**Work request**. Which lines below hold the word "Ashdown"? Report each one.

Stored data:
== Segment start ==

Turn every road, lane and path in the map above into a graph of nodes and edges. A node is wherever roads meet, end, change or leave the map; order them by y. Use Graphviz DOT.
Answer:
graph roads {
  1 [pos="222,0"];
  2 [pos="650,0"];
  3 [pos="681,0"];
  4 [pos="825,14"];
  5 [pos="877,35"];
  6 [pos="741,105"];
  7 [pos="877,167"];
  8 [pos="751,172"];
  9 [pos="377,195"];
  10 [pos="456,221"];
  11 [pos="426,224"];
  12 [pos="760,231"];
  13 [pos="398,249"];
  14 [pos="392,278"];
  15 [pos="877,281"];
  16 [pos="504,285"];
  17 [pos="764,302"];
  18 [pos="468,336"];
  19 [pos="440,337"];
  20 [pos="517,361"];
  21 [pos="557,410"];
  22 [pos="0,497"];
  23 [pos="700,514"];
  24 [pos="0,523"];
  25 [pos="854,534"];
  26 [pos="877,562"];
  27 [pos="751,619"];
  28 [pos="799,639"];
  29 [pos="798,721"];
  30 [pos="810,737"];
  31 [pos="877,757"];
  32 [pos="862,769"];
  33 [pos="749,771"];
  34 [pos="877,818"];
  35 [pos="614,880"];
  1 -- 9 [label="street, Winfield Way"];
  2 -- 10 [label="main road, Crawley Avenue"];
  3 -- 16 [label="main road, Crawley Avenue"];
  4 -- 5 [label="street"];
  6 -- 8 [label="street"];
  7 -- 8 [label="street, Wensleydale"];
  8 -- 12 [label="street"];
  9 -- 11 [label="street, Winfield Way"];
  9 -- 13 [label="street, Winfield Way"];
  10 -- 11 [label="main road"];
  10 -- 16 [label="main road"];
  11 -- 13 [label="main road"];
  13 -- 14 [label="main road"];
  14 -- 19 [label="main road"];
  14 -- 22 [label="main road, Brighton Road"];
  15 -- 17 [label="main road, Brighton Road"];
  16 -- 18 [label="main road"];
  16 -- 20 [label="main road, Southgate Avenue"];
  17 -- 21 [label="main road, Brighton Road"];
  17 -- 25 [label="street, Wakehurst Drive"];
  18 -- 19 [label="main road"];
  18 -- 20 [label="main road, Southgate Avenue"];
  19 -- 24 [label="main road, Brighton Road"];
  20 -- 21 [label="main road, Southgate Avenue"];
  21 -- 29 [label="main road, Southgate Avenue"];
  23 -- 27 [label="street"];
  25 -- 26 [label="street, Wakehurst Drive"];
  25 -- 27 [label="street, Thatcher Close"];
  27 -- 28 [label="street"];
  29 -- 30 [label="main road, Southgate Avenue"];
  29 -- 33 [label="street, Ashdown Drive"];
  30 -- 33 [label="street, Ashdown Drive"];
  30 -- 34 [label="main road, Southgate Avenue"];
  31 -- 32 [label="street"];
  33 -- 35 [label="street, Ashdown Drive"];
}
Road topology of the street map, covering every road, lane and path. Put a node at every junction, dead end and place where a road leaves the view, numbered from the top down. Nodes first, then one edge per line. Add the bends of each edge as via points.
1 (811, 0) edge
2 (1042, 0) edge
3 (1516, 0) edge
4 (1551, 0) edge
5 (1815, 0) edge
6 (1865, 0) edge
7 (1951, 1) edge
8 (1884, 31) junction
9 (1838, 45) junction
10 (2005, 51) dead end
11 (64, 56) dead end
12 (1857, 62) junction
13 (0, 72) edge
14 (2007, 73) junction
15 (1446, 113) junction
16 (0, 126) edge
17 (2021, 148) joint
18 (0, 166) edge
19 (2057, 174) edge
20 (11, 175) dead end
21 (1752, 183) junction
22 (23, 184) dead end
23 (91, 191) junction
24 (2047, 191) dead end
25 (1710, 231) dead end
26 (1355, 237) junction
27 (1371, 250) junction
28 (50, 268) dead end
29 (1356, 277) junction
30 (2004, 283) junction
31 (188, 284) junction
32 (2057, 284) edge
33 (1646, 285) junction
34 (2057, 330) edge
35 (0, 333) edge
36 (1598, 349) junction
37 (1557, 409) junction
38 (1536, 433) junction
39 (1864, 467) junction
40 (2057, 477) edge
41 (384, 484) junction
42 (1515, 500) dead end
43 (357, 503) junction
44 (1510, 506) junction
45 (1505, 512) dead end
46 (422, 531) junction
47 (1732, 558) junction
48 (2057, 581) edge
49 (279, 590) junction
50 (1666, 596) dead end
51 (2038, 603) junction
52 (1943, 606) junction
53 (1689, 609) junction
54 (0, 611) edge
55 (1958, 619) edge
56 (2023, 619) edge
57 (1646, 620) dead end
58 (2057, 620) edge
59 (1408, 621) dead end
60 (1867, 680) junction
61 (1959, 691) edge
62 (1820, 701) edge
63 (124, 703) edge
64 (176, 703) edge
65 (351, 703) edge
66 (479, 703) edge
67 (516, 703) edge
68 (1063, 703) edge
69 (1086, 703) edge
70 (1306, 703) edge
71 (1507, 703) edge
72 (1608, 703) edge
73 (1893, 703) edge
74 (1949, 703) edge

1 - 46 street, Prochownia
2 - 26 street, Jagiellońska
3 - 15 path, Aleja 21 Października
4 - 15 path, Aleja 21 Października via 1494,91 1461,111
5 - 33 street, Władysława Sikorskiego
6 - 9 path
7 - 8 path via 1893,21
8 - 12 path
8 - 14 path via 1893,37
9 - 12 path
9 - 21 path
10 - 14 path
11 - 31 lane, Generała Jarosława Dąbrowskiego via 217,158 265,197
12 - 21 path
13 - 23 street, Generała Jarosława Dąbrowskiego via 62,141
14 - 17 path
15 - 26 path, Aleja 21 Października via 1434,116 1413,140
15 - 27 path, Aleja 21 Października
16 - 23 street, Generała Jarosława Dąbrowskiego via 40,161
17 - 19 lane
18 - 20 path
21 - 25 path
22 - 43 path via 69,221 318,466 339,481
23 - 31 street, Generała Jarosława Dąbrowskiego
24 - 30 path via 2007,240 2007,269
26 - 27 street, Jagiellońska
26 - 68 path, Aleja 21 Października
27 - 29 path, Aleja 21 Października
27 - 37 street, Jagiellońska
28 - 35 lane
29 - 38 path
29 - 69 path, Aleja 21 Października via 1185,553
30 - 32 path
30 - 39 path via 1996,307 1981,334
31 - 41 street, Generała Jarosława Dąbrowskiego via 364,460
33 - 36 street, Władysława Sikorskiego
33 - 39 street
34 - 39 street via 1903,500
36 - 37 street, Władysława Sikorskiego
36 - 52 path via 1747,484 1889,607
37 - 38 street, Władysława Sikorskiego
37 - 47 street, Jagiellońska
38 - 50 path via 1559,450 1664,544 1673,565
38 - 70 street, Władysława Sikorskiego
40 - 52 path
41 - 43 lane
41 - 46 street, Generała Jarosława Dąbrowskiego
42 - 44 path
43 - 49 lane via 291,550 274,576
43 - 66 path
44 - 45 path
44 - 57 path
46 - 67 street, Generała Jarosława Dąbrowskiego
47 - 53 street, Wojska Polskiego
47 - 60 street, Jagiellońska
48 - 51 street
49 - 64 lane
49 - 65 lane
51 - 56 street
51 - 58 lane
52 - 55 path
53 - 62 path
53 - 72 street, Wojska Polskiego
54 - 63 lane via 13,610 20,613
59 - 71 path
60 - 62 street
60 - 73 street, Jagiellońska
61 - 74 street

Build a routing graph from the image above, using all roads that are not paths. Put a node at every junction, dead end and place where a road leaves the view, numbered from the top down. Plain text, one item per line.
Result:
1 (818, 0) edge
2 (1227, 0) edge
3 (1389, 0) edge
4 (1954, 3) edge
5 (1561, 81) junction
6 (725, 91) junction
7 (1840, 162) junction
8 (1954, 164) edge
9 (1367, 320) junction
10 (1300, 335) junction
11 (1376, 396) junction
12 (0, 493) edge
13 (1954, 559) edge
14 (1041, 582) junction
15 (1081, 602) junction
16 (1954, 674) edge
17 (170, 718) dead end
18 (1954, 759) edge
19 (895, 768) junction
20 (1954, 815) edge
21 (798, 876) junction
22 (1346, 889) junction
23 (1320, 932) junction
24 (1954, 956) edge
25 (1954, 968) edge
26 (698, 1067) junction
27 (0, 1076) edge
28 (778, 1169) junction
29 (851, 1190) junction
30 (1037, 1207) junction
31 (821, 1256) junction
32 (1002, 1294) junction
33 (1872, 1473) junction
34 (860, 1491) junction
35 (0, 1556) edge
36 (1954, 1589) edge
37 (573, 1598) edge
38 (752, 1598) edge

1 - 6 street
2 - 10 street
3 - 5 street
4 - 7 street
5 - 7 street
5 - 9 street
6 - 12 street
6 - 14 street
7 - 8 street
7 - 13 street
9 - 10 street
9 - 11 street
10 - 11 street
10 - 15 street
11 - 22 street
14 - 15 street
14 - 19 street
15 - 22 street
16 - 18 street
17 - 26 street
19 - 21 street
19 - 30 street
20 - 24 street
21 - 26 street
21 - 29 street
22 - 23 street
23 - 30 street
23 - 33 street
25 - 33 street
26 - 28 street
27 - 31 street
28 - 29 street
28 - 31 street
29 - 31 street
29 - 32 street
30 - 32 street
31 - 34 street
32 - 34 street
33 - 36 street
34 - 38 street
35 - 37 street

== Segment end ==

**Answer to the problem**.
  29 -- 33 [label="street, Ashdown Drive"];
  30 -- 33 [label="street, Ashdown Drive"];
  33 -- 35 [label="street, Ashdown Drive"];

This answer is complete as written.